As a customer who was searching for a way to delete multiple items at once on Amazon when I ran into this discussion, I believe that one very important point has been left out. The replies here are theoretically correct if not for latency.

So consider this: You are deleting 10 items and it takes you approximately 1/10 a second to move to and click any button or box and it takes your computer 1/2 a second to reload a page (which is the case for every click of the delete button on Amazon). In option A in total it takes you 1 second to click all 10 delete buttons and 5 seconds for reloading the page bringing us to 6 seconds to have our cart he way we want it. In option B it takes you a total of 1.1 seconds to click all of your boxes (including the delete box after the 10 boxes beside your item) and after waiting .5 seconds to reload I've only spent 1.6 seconds to have my cart the way I would like it. So what if I had one item? Well I'm losing the time it takes me to click one extra button, but if I'm deleting two items I've already made up my time.

Now granted I've made up these numbers of the top of my head, maybe you can click faster maybe you click slower, maybe you have faster or slower internet, but you can't just pretend as though load times do not it existed. After all, the reason I ran into this page was to find a way to ease my frustration, and I must agree with your boss.

My suggestion: have a drop down selector next to the quantity of the item being bought that you can adjust the quantity of the item up or down all the way to zero with an update cart button at the bottom. I know nothing about making a website, coding, etc. im just a frustrated customer clicking delete buttons and waiting for pages to reload. Hope that helps!
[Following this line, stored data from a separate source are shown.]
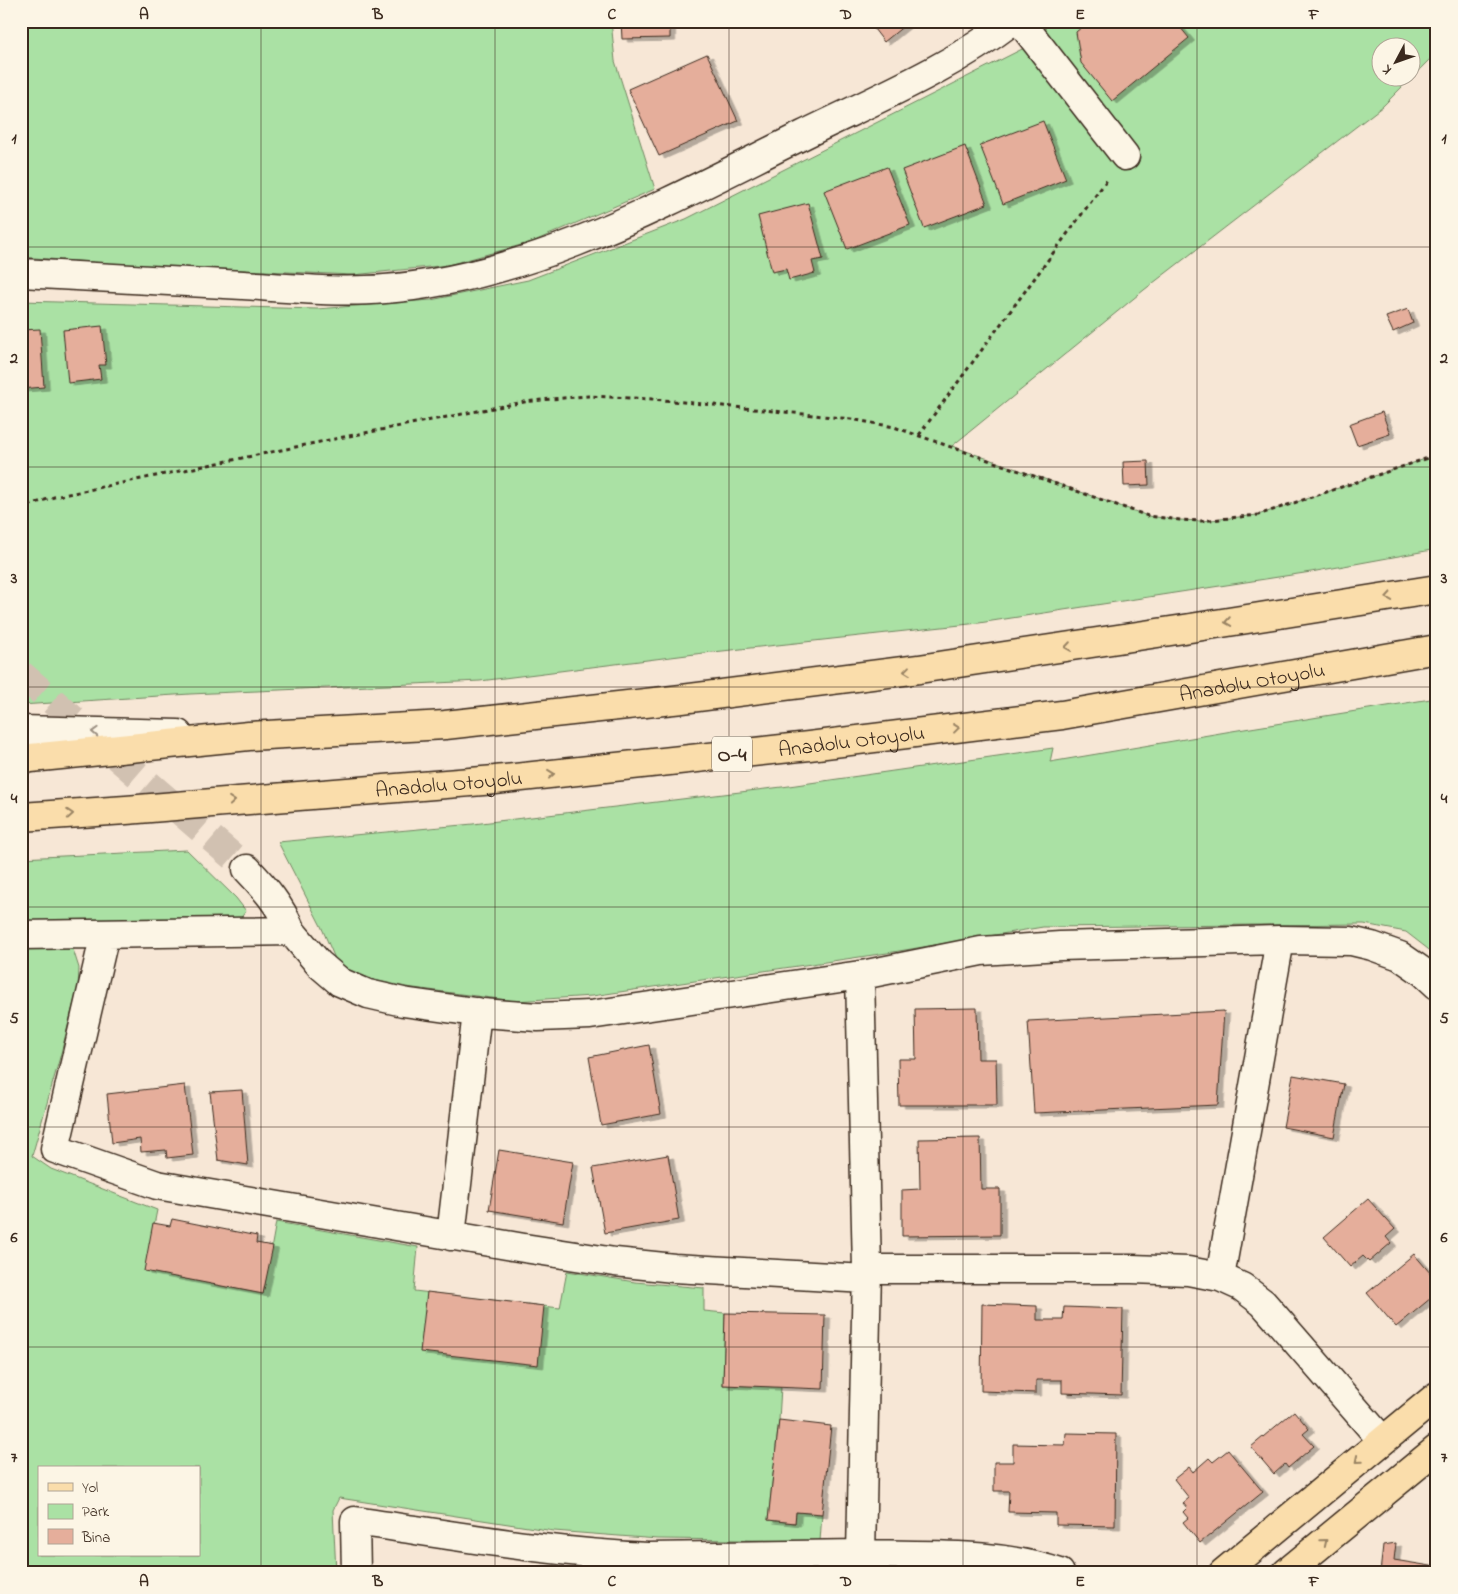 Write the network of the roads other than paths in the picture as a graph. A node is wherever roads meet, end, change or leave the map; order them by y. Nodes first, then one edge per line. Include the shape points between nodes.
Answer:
1 (1012, 21) edge
2 (1020, 21) edge
3 (1125, 156) road end
4 (21, 273) edge
5 (1437, 589) edge
6 (1437, 649) edge
7 (21, 730) edge
8 (249, 736) junction
9 (21, 759) edge
10 (21, 817) edge
11 (246, 869) tunnel mouth
12 (291, 931) junction
13 (105, 934) junction
14 (21, 935) edge
15 (1280, 940) junction
16 (860, 975) junction
17 (1437, 985) edge
18 (477, 1012) junction
19 (451, 1236) junction
20 (866, 1274) junction
21 (1220, 1277) junction
22 (1437, 1396) edge
23 (1382, 1440) junction
24 (1437, 1450) edge
25 (861, 1554) junction
26 (356, 1573) edge
27 (1060, 1573) edge
28 (1222, 1573) edge
29 (1286, 1573) edge

1 - 4 street via 986,41 940,67 673,198 595,235 505,266 441,282 384,289 331,290
2 - 3 street
5 -> 8 main road via 919,669 682,699 445,725
10 -> 6 main road, Anadolu Otoyolu / O-4 via 495,780 809,746 1062,715
8 -> 7 street
8 - 9 main road
11 - 12 street via 283,912
12 - 13 street
12 - 18 street via 319,964 340,982 368,994 403,1002
13 - 14 street
13 - 19 street via 55,1149 157,1185
15 - 16 street via 981,951
15 - 17 street via 1350,941 1372,946 1400,956
15 - 21 street
16 - 18 street via 590,1015 538,1017
16 - 20 street
18 - 19 street
19 - 20 street via 674,1268
20 - 21 street via 1132,1269 1188,1271
20 - 25 street
21 - 23 street via 1242,1287 1263,1303
22 - 23 main road
23 -> 28 main road
29 -> 24 main road
25 - 26 street via 648,1557 588,1554 355,1521
25 - 27 street via 968,1557 1015,1562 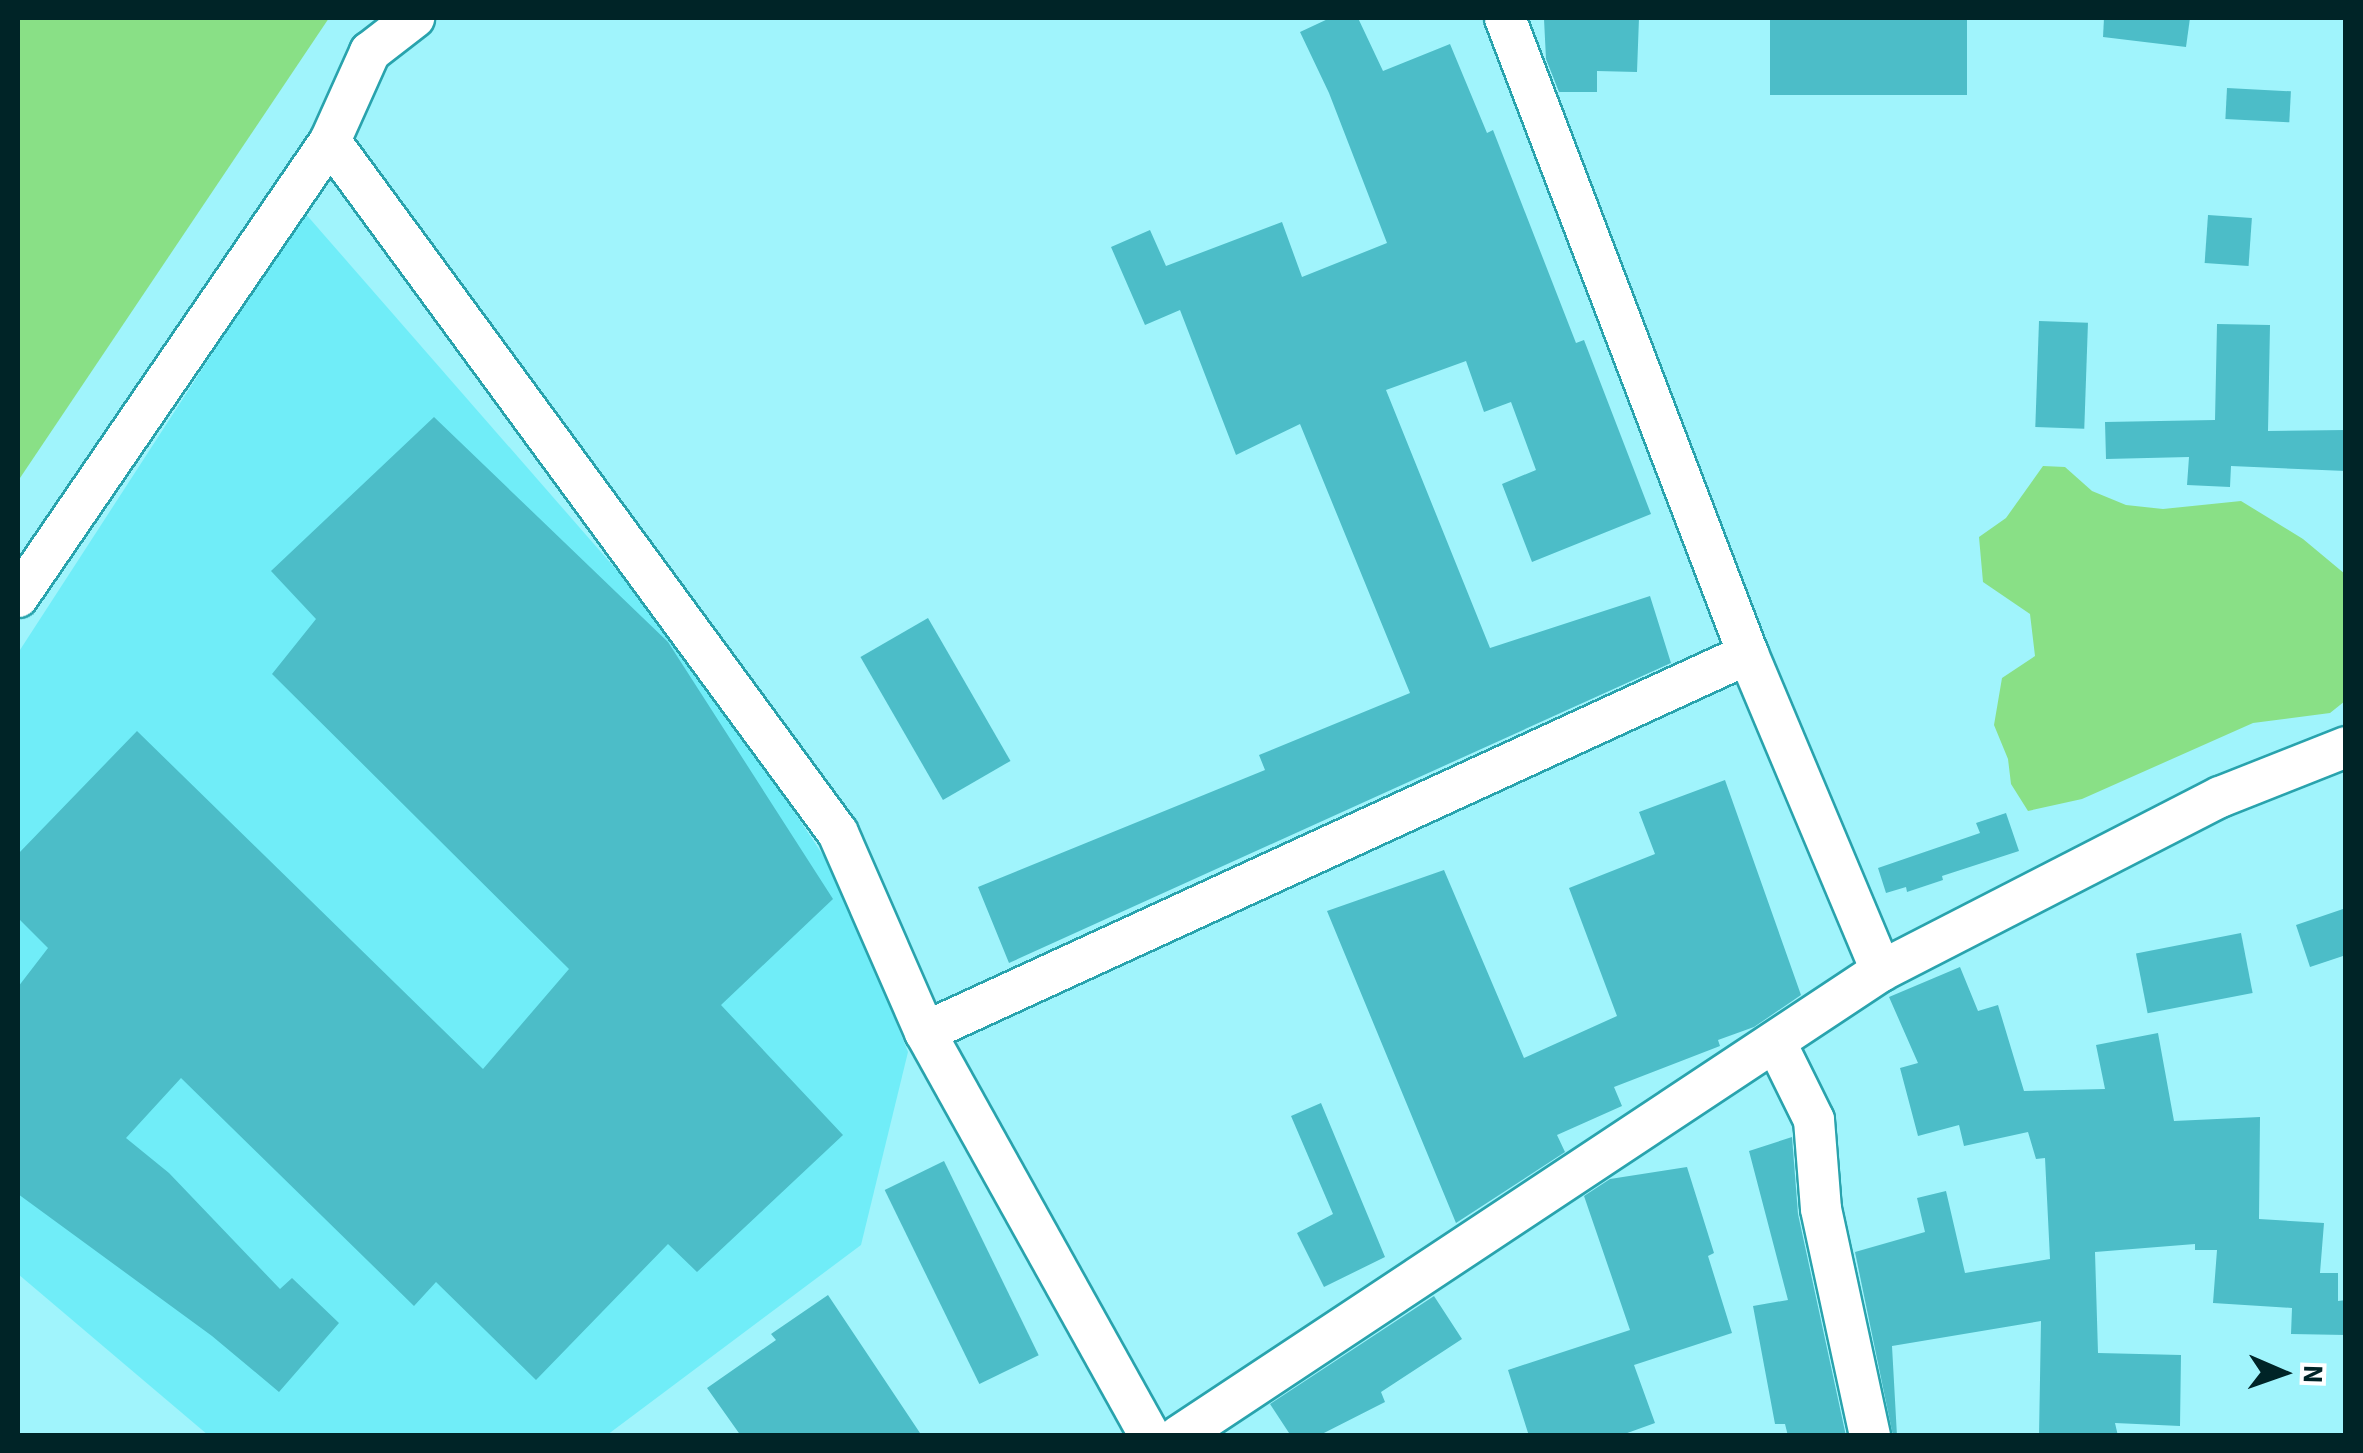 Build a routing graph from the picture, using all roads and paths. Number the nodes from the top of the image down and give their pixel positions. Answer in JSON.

  • I also now realize that I'm replying to this years later. Sorry
    – Seth Lee
    Feb 19, 2018 at 1:28

It sounds like overkill rather than something that is actually bad UX.

It depends if what you are selling involves users buying a lot of items at once (eg this may be applicable if you were selling small components -say screws and bits of metal).

I'd look at evidence from what your users actually do:

a - do you users typically put large numbers (say 10+) of items in the cart ?

b - do they have a reason for wanting to remove a large number after they've put them in there in the first place ?

If yes to a and b there may be a reason to do this. If no to either a or be then there's no reason to do this.